Reports

This report is based on medical evidence presented at sanctioned medical congress, from peer reviewed literature or opinion provided by a qualified healthcare practitioner. The consumption of the information contained within this report is intended for qualified Canadian healthcare practitioners only.

RESOURCE LINE

November / December 2009

Significant decline in rotavirus activity following introduction of pentavalent vaccine

Centers for Disease Control. Reduction in rotavirus after vaccine introduction—United States, 2000-2009. MMWR Morb Mortal Weekly Rep 2009;58(41)1146-9.

Prior to the introduction of a vaccine in 2006, rotavirus (RV) caused an estimated 20 to 60 deaths, 55,000 to 70,000 hospitalizations and 205,000 to 272,000 emergency department visits in the US each year.

Sentinel laboratory surveillance carried out by the Centers for Disease Control (CDC) has documented a dramatic decline in RV activity in the US during the first two seasons following the introduction of the pentavalent RV vaccine.
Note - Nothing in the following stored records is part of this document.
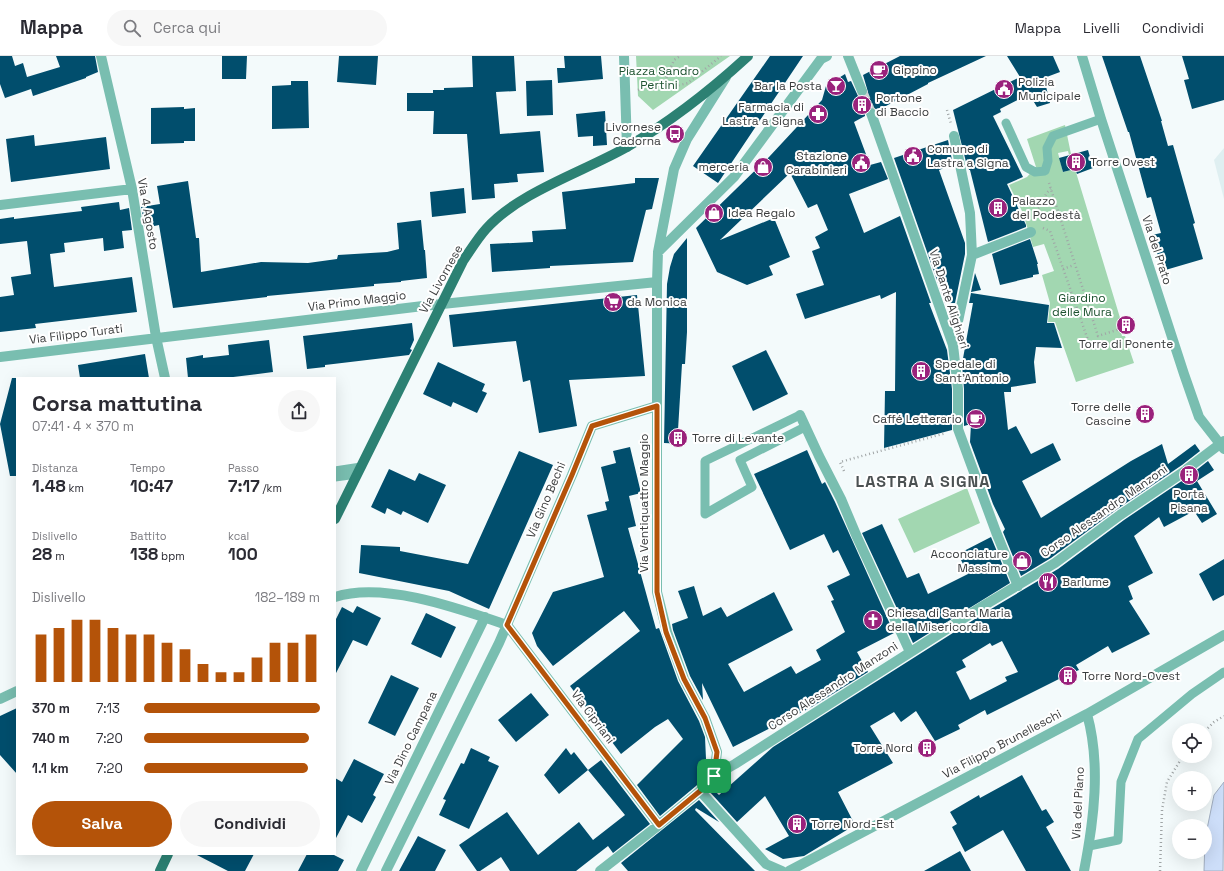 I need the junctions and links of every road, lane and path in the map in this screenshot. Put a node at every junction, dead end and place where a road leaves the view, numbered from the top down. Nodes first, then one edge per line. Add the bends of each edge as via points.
1 (101, 56) edge
2 (624, 56) edge
3 (680, 56) edge
4 (722, 56) edge
5 (748, 56) edge
6 (848, 56) edge
7 (1082, 56) edge
8 (824, 57) edge
9 (727, 75) junction
10 (665, 81) junction
11 (862, 91) tunnel mouth
12 (634, 92) dead end
13 (871, 113) tunnel mouth
14 (1101, 119) junction
15 (1006, 123) dead end
16 (954, 136) dead end
17 (627, 146) junction
18 (1045, 171) junction
19 (132, 189) junction
20 (1051, 189) junction
21 (0, 205) edge
22 (1036, 210) dead end
23 (1030, 232) joint
24 (658, 252) junction
25 (972, 255) junction
26 (1074, 265) junction
27 (1063, 269) junction
28 (657, 282) junction
29 (441, 304) junction
30 (1120, 329) dead end
31 (156, 337) junction
32 (1088, 340) dead end
33 (953, 345) junction
34 (0, 357) edge
35 (164, 377) edge
36 (657, 406) junction
37 (800, 415) joint
38 (805, 428) junction
39 (958, 429) junction
40 (1223, 445) edge
41 (336, 470) edge
42 (359, 471) junction
43 (846, 476) dead end
44 (336, 477) edge
45 (336, 517) edge
46 (1018, 586) junction
47 (336, 597) edge
48 (484, 617) junction
49 (507, 625) junction
50 (1224, 635) edge
51 (910, 652) junction
52 (1224, 672) edge
53 (16, 692) edge
54 (0, 699) edge
55 (1087, 714) junction
56 (1224, 716) edge
57 (1212, 724) edge
58 (1179, 763) edge
59 (714, 776) junction
60 (700, 791) junction
61 (659, 825) junction
62 (1089, 846) junction
63 (168, 855) edge
64 (160, 871) edge
65 (361, 871) edge
66 (386, 871) edge
67 (600, 871) edge
68 (782, 871) edge
69 (789, 871) edge
70 (1084, 871) edge
71 (1160, 871) edge

1 - 19 street, Via 4 Agosto
2 - 17 street
3 - 10 path via 674,60
4 - 10 path via 688,83 672,87
5 - 9 main road, Via Livornese
6 - 11 street
7 - 14 street, Via del Prato
8 - 24 street via 734,176
9 - 17 main road, Via Livornese via 666,122
9 - 24 street, Via Ventiquattro Maggio via 687,139 674,169
10 - 12 path
13 - 33 street, Via Dante Alighieri
14 - 18 lane via 1053,136 1047,148 1048,160
14 - 40 street, Via del Prato via 1199,417
15 - 18 lane via 1026,167 1035,172
16 - 25 street via 970,213
17 - 29 main road, Via Livornese via 506,211 486,229 463,261
18 - 20 path
19 - 21 street
19 - 31 street, Via 4 Agosto
20 - 22 path via 1044,198 1044,204
20 - 26 path
23 - 25 street
23 - 27 path via 1045,227 1050,231
24 - 28 street, Via Ventiquattro Maggio
25 - 33 street
26 - 27 path
26 - 30 path via 1098,336
27 - 32 path
28 - 29 street, Via Primo Maggio
28 - 36 street, Via Ventiquattro Maggio
29 - 31 street, Via Primo Maggio
29 - 42 main road, Via Livornese
31 - 34 street, Via Filippo Turati
31 - 35 street, Via 4 Agosto
33 - 39 street, Via Dante Alighieri via 958,389
36 - 49 street, Via Gino Bechi via 592,426
36 - 59 street, Via Ventiquattro Maggio via 657,592 666,632 684,679 705,718 717,752
37 - 38 street
37 - 38 lane via 705,461 705,514 752,487 740,460
38 - 51 street via 841,499
39 - 43 path via 840,462
39 - 46 street, Via Dante Alighieri
40 - 46 street, Corso Alessandro Manzoni via 1207,453 1055,563
41 - 42 lane
42 - 44 lane
42 - 45 main road, Via Livornese
46 - 51 street, Corso Alessandro Manzoni
47 - 48 street via 343,594 397,594
48 - 49 street
48 - 65 street, Via Dino Campana
49 - 61 street, Via Cipriani
49 - 66 street
50 - 55 street, Via Filippo Brunelleschi
51 - 59 street, Corso Alessandro Manzoni
52 - 62 lane via 1192,694 1138,739 1121,782 1118,840
53 - 54 street
55 - 62 street, Via del Piano via 1092,732 1095,785
55 - 69 street, Via Filippo Brunelleschi
56 - 57 path
58 - 71 path via 1167,782 1162,810
59 - 60 street
60 - 61 street
60 - 68 street via 766,864
61 - 67 street
62 - 70 street, Via del Piano
63 - 64 main road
The CDC analyzed data from the National Respiratory and Enteric Viruses Surveillance System from 2007-2008 and from 2008-2009 and compared RV seasons with the pre-vaccine period between 2000-2006. “Results indicated that the 2007-2008 and 2008-2009 seasons were both shorter and later than the median during 2000-2006,” the authors reported. For example, compared with the median RV season onset of December from 2000-2006, onset of the 2007-2008 RV season occurred in early March, approximately 11 weeks later. Onset of the 2008-2009 season was in late January, approximately six weeks later than onset during the pre-vaccine season. Furthermore, the duration of the 2007-2008 season was 14 weeks, while the duration of the 2008-2009 season was 17 weeks. The duration of the earlier pre-vaccine RV season was 26 weeks in comparison. Activity also peaked in late April during the 2007-2008 season while it peaked in March during the 2008-2009 season compared with a median peak activity in early March during 2000-2006. The peak percentage of positive RV test results was 17% during the 2007-2008 season and 25% during the 2008-2009 season compared with a median of 43% during 2000-2006.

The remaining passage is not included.